How many grams of NaCl are produced when 0.548 moles of Na react with excess Cl2 according to the reaction above?2Na + Cl2 --> 2NaCl

Answers

Answer 1

Answer:

Answer:

$\boxed {\boxed {\sf 32.0 \ g \ NaCl}}$

Explanation:

To solve this problem, we must use stoichiometry: the calculation of reactants and products in a chemical reaction using ratios.

1. Analyze the Reaction

$2Na+Cl_2 \rightarrow 2 NaCl$

Check the coefficients, which indicate the moles required for the reaction. 2 moles of sodium (Na) and 1 mole of chlorine (Cl₂) produces 2 moles of sodium chloride (NaCl).

2. Set Up Ratios.

We are asked to find the grams of NaCl produced when 0.548 moles of Na react with excess chlorine.

We need 2 ratios: 1 for finding the moles of NaCl produced and 1 for converting to grams.

The first ratio is found using the coefficients. Since there is excess chlorine, we only need to focus on the sodium and sodium chloride. According to their coefficients, 2 moles of Na produce 2 moles of NaCl. This is the first ratio.

$\frac { 2 \ mol \ Na }{2 \ mol \ NaCl}$

The second ratio uses the molar mass. Since we are solving for the grams of NaCl, we have to find its molar mass.

First, locate these values on the Periodic Table for the individual elements.

Na: 22.989769 g/mol
Cl: 35.45 g/mol

There is 1 of each atom in 1 molecule, so we can add these values.

NaCl: 58.439769 g/mol

Use this value as the second ratio.

$\frac {58.439769 \ g \ NaCl}{1 \ mol \ NaCl}$

3. Calculate

Make 1 expression using the 2 ratios and the initial value of moles.

$0.548 \ mol \ Na * \frac { 2 \ mol \ Na }{2 \ mol \ NaCl} * \frac {58.439769 \ g \ NaCl}{1 \ mol \ NaCl}$

Flip the ratios so the correct units cancel out.

$0.548 \ mol \ Na * \frac { 2 \ mol \ NaCl }{2 \ mol \ Na} * \frac {58.439769 \ g \ NaCl}{1 \ mol \ NaCl}$

Multiply.
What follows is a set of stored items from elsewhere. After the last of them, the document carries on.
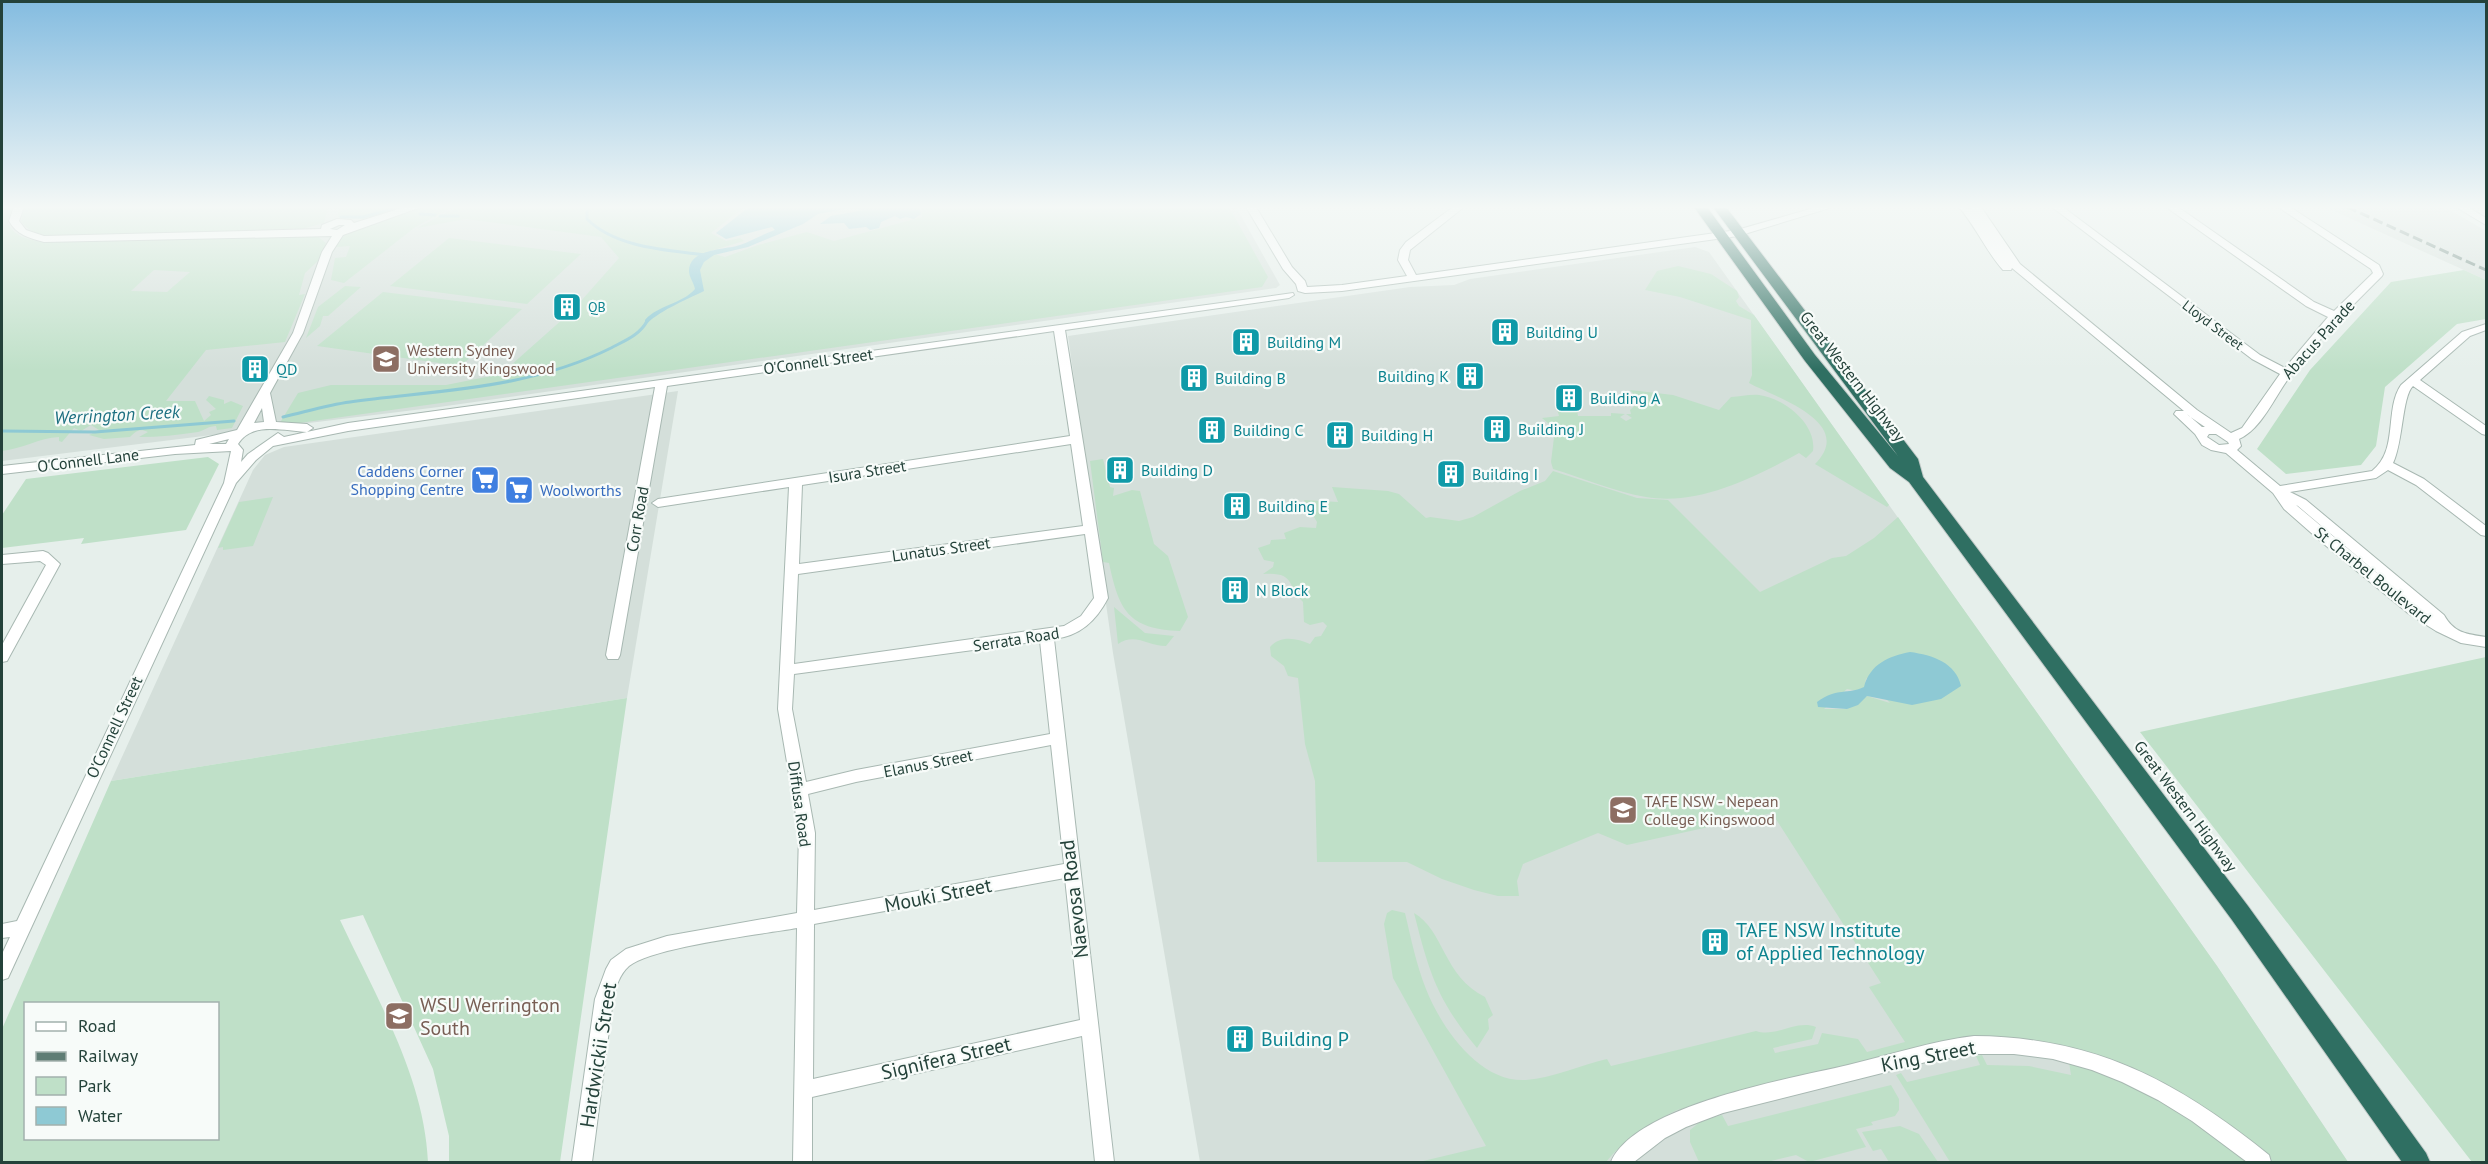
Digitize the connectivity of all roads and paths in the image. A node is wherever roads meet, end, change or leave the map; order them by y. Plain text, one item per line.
1 (324, 261) edge
2 (1283, 261) edge
3 (1403, 261) edge
4 (1533, 261) edge
5 (1748, 261) edge
6 (2001, 261) edge
7 (2012, 261) edge
8 (2129, 261) edge
9 (2249, 261) edge
10 (2364, 261) edge
11 (1288, 269) junction
12 (1413, 278) junction
13 (1303, 292) junction
14 (1289, 293) junction
15 (2336, 316) junction
16 (2487, 327) edge
17 (1059, 328) junction
18 (2286, 373) junction
19 (2412, 380) junction
20 (662, 383) junction
21 (265, 394) junction
22 (2481, 422) edge
23 (273, 425) junction
24 (348, 427) junction
25 (243, 431) junction
26 (2219, 431) junction
27 (2487, 431) edge
28 (2201, 433) junction
29 (1077, 439) junction
30 (2230, 443) junction
31 (271, 444) junction
32 (235, 449) junction
33 (175, 450) junction
34 (2388, 465) junction
35 (2, 470) edge
36 (796, 482) junction
37 (230, 483) junction
38 (2277, 490) junction
39 (658, 503) dead end
40 (1090, 529) junction
41 (2487, 532) edge
42 (2, 559) edge
43 (791, 570) junction
44 (1046, 635) junction
45 (2487, 642) edge
46 (613, 655) dead end
47 (2, 657) edge
48 (787, 669) junction
49 (1057, 738) junction
50 (800, 790) junction
51 (1071, 870) junction
52 (806, 921) junction
53 (21, 928) junction
54 (2, 931) edge
55 (2, 972) edge
56 (1089, 1026) junction
57 (803, 1090) junction
58 (582, 1162) edge
59 (802, 1162) edge
60 (1105, 1162) edge
61 (1621, 1162) edge
62 (2262, 1162) edge
63 (2417, 1162) edge

1 - 21 street
2 - 11 street
3 - 12 street
4 - 12 street
5 - 63 highway, Great Western Highway
6 - 28 street
7 - 26 street
8 - 18 street, Lloyd Street
9 - 15 street
10 - 15 street, Abacus Parade
11 - 13 street
11 - 14 street
12 - 13 street
13 - 14 street, O'Connell Street
14 - 17 street, O'Connell Street
15 - 18 street, Abacus Parade
16 - 19 street
17 - 20 street, O'Connell Street
17 - 29 street, Serrata Road
18 - 30 street, Abacus Parade
19 - 22 street
19 - 34 street
20 - 24 street, O'Connell Street
20 - 46 street, Corr Road
21 - 23 street
21 - 25 street
22 - 27 street
23 - 24 street, O'Connell Street
23 - 25 street, O'Connell Street
23 - 31 street
24 - 31 street, O'Connell Street
25 - 32 street, O'Connell Street
25 - 33 street, O'Connell Lane
26 - 28 street
26 - 30 street
28 - 30 street
29 - 36 street, Isura Street
29 - 40 street, Serrata Road
30 - 38 street, St Charbel Boulevard
31 - 32 street, O'Connell Street
31 - 37 street, O'Connell Street
32 - 33 street, O'Connell Lane
32 - 37 street, O'Connell Street
33 - 35 street, O'Connell Lane
34 - 38 street
34 - 41 street
36 - 39 street, Isura Street
36 - 43 street, Diffusa Road
37 - 53 street, O'Connell Street
38 - 45 street, St Charbel Boulevard
40 - 43 street, Lunatus Street
40 - 44 street, Serrata Road
42 - 47 street
43 - 48 street, Diffusa Road
44 - 48 street, Serrata Road
44 - 49 street, Naevosa Road
48 - 50 street, Diffusa Road
49 - 50 street, Elanus Street
49 - 51 street, Naevosa Road
50 - 52 street, Diffusa Road
51 - 52 street, Mouki Street
51 - 56 street, Naevosa Road
52 - 57 street, Diffusa Road
52 - 58 street, Hardwickii Street
53 - 54 street
53 - 55 street, O'Connell Street
56 - 57 street, Signifera Street
56 - 60 street, Naevosa Road
57 - 59 street, Diffusa Road
61 - 62 street, King Street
Note that the moles of Na (units) cancel and the moles of NaCl (units). cancel.

$0.548 * \frac { 2 }{2 } * \frac {58.439769 \ g \ NaCl}{1}$

$\frac {0.548 *2* 58.439769 \ g \ NaCl}{2}$

$\frac {64.049986824 \ g \ NaCl}{2} =32.024993412 \ g\ NaCl$

The original value of moles has 3 significant figures, so our answer must have the same. For the number we found, that is the tenth place.

32.02499341232

The 2 in the hundredth place tells us to leave the 0.

$32.0 \ g \ NaCl$

0.548 moles of sodium react with excess chlorine to produce 32.0 grams of sodium chloride.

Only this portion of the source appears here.